Megan Best, Edite Tang, Mark Buhagiar and Meera Agar. Journal of Lymphoedema, 2018, Vol 13, No 1

Main findings

  • The International Lymphoedema Framework has proposed the term ‘oedema at the end of life’ (OATEOL) to cover all forms of oedema that develop as a result of multiple factors relating to terminal illness (International Lymphoedema Framework and Canadian Lymphedema Framework, 2010).
  • It unlikely that pure lymphoedema exists in this population.
  • Palliative care inpatients in two metropolitan palliative care units in Sydney, Australia. This was a cross-sectional, consecutive cohort study for the period of one calendar month (June 2013).
  • All inpatients during the study period were screened for pitting lower-limb oedema through the normal process of admission to the unit. Pitting of the lower limb was assessed by applying sustained pressure for approximately 20 seconds against the medial malleolus and observing for persistent depression in the tissues after removal of pressure.
  • Risk factor variables included medications at the time of admission that promote fluid retention, such as calcium blockers, NSAIDs, corticosteroids, or medications containing oestrogen; anticoagulant use and/or history of venous thromboembolic disease; cancer diagnosis; pelvic or abdominal involvement with tumour; past or current lower-limb cellulitis, ulcer or trauma; organ failure (renal, hepatic, cardiac); hypoalbuminaemia (serum albumin <32 g/L) if performed by the treating team within 3 days of admission; thyroid disease; and obesity. A global measure of functional status defined by Karnofsky (Australian) Performance Scale (AKPS) (Abernethy et al, 2005) was also collected to define level of immobility.
  • 30 out of 59 had lower limb oedema.
  • The most common risk factors were: cancer diagnosis (83%), medications that promote leg swelling through fluid retention (70%) and AKPS score <40 (63%).
  • The prevalence of oedema is considerably higher than that of chronic oedema in the general community.

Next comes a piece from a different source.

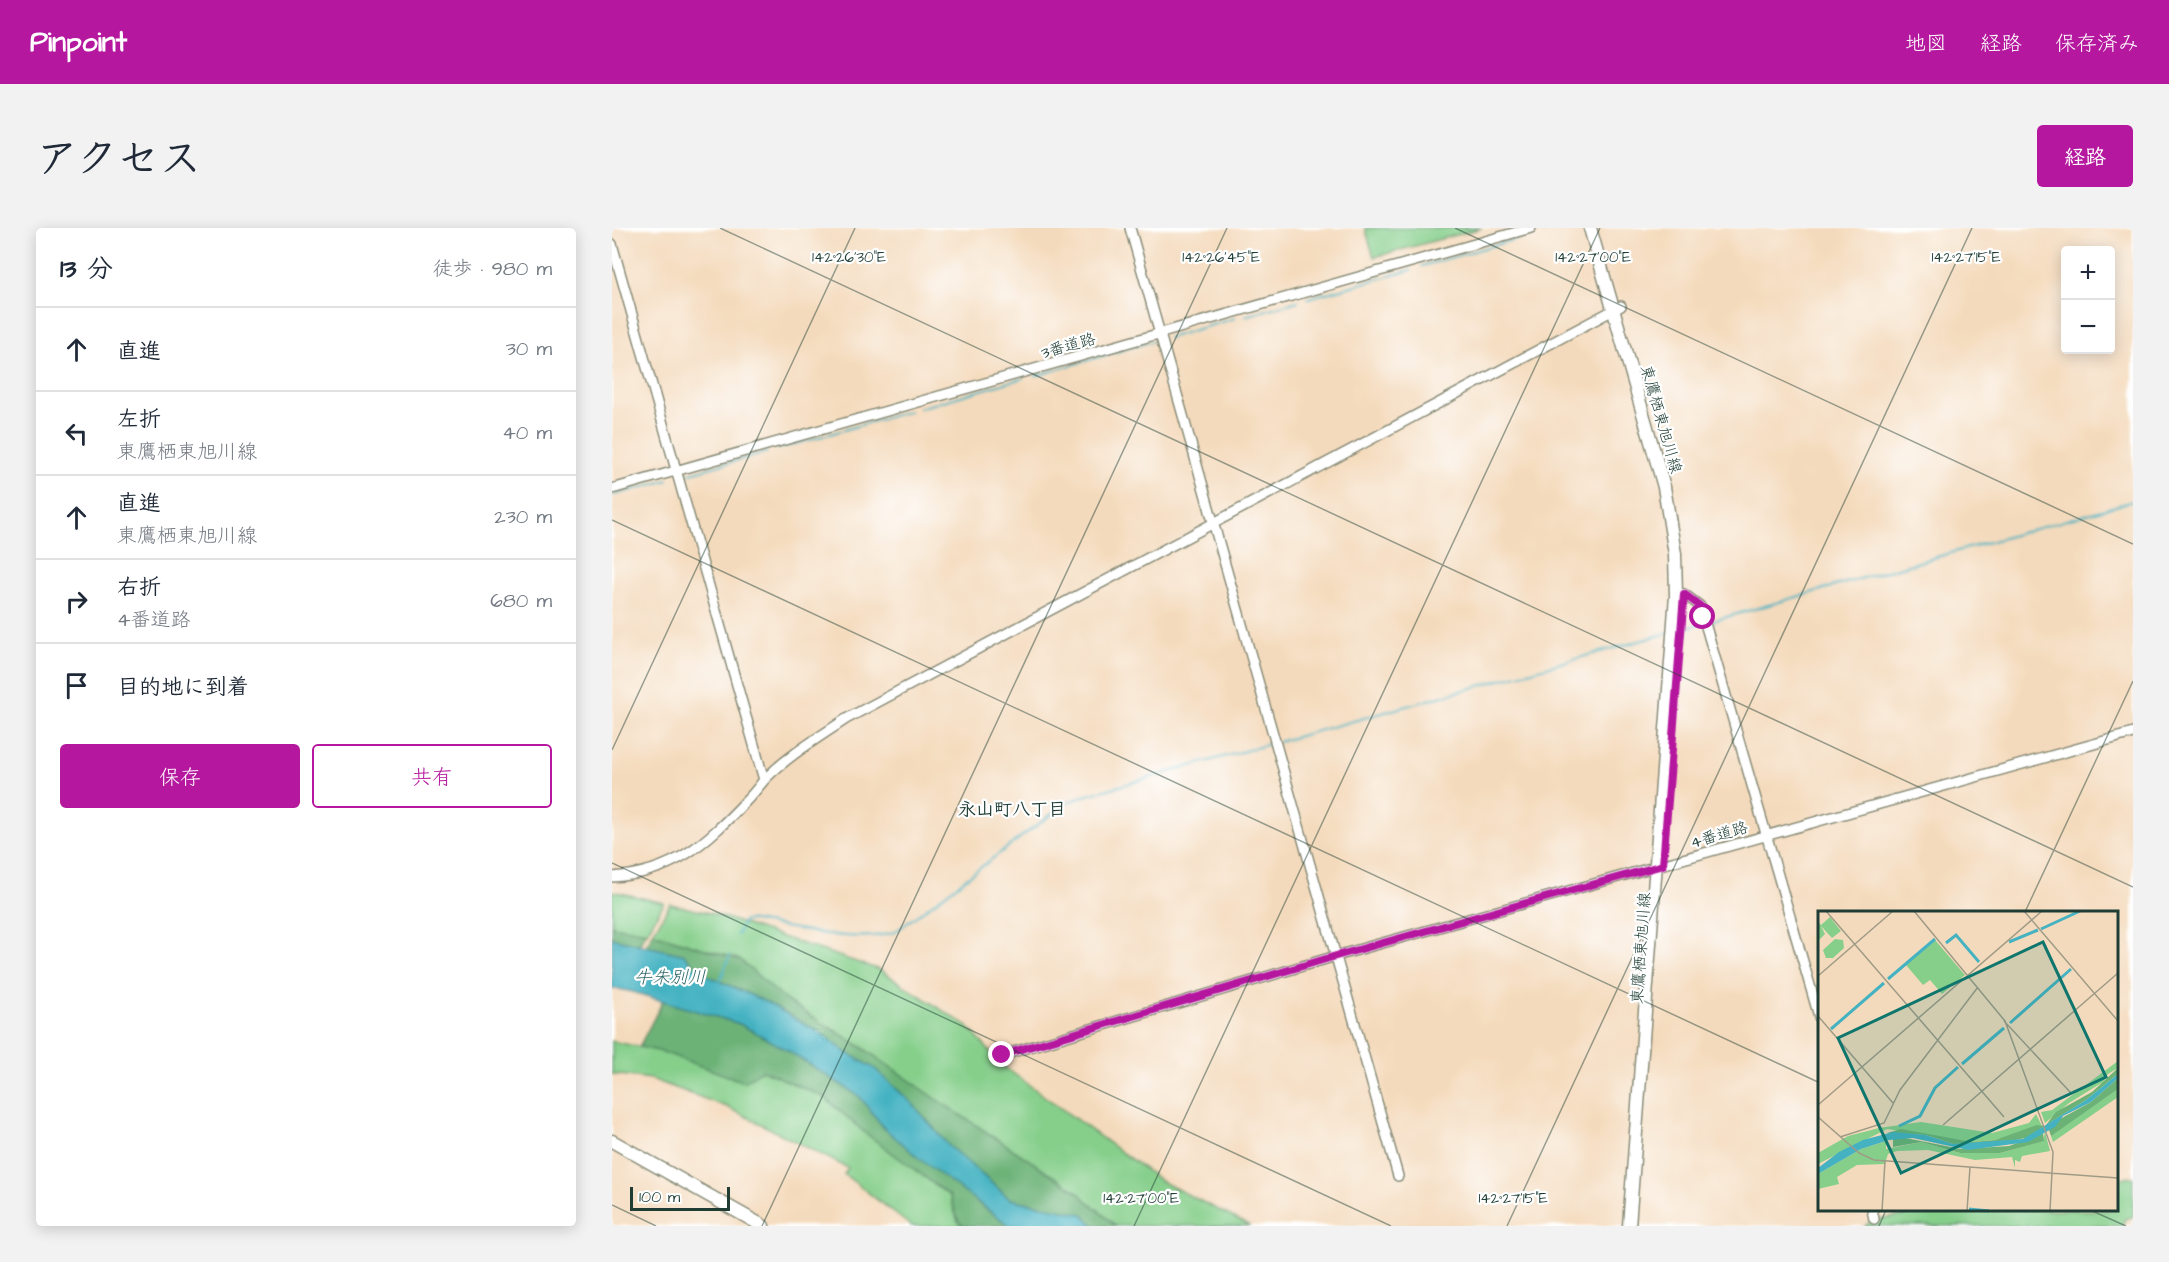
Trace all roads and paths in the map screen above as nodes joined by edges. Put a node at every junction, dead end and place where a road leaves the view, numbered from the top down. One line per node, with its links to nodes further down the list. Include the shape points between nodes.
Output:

  • The average number of risk factors per patient was 3.4. While some of these risk factors are unavoidable, such as diagnosis and disease distribution, others could conceivably be avoided. In view of the prevalence of OATEOL, more attention needs to be given to use of medications known to promote fluid retention in advanced disease. Similarly, this study supports initiatives to encourage exercise and weight control even in patients with life-threatening disease.
  • Strengths of this study include a consecutive cohort, which reduces bias of the prevalence rate, and formal identification of the presence of oedema by a trained physiotherapist/medical officer. Limitations of this study included the small sample size and the age of the data.